Их визиты становились все чаще. Как минимум раз в неделю они на несколько часов оккупировали большую комнату. Пахло перегаром, курить в комнате они не стеснялись. Десятилетний Толик слушал их остроты, крутые выраженьица. Хотя его уже мало чему можно было научить. «Нормальный мужик растет, не какой-нибудь хлюпик», — говаривал порой Николай, услышав про очередную проделку Толика во дворе.

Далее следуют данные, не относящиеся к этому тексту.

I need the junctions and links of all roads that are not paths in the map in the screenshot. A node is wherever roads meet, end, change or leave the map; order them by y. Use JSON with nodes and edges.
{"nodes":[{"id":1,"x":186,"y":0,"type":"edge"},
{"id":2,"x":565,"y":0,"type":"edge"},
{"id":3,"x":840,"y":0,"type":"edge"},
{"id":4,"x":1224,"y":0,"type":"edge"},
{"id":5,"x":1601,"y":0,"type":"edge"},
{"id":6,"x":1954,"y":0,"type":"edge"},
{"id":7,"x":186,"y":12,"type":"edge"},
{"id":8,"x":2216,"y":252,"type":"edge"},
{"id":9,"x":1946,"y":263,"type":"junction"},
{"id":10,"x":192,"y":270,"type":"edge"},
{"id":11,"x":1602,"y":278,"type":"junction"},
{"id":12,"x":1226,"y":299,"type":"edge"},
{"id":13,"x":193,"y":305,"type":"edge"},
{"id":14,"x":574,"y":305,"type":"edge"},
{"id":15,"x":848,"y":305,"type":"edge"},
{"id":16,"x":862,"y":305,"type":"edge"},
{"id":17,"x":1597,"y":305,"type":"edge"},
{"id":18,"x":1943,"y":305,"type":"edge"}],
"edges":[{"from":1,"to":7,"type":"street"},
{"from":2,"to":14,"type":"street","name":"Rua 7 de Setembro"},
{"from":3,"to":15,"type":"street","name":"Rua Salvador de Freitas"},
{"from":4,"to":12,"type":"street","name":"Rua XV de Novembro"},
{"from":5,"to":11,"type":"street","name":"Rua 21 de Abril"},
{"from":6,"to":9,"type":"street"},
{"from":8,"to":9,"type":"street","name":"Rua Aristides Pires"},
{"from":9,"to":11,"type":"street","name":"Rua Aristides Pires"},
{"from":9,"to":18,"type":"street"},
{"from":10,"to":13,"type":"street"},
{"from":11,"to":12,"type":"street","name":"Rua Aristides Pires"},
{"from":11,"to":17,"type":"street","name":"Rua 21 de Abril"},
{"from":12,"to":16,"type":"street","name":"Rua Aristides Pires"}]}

Он был двуногой ракетой, неистощимой на всевозможные пакости. Прокалывал колеса стоящим машинам, бил стекла в подъездах, выкручивал лампочки, убивал камнями голубей. Однажды один автолюбитель поймал сорванца за ухо и привел к Николаю, бывшему дома. «Отпусти, — сказал тот пострадавшему. — А то оторвешь». Автолюбитель взглянул в черные глаза Николая, не сулившие ничего хорошего, и отпустил. «Он тебе должен?» спросил Николай. — «Нет, дворники целы. Я его успел поймать». — «Ну и ладно. Иди. Мы сами разберемся». И мрачно поглядел на автолюбителя. Тот быстро ретировался. Николай отвесил звонкую затрещину Толику, потом дал пинка, но не сказал ни слова. Толик и так все понял — попадаться и досаждать отцу не надо. И старался не попадаться.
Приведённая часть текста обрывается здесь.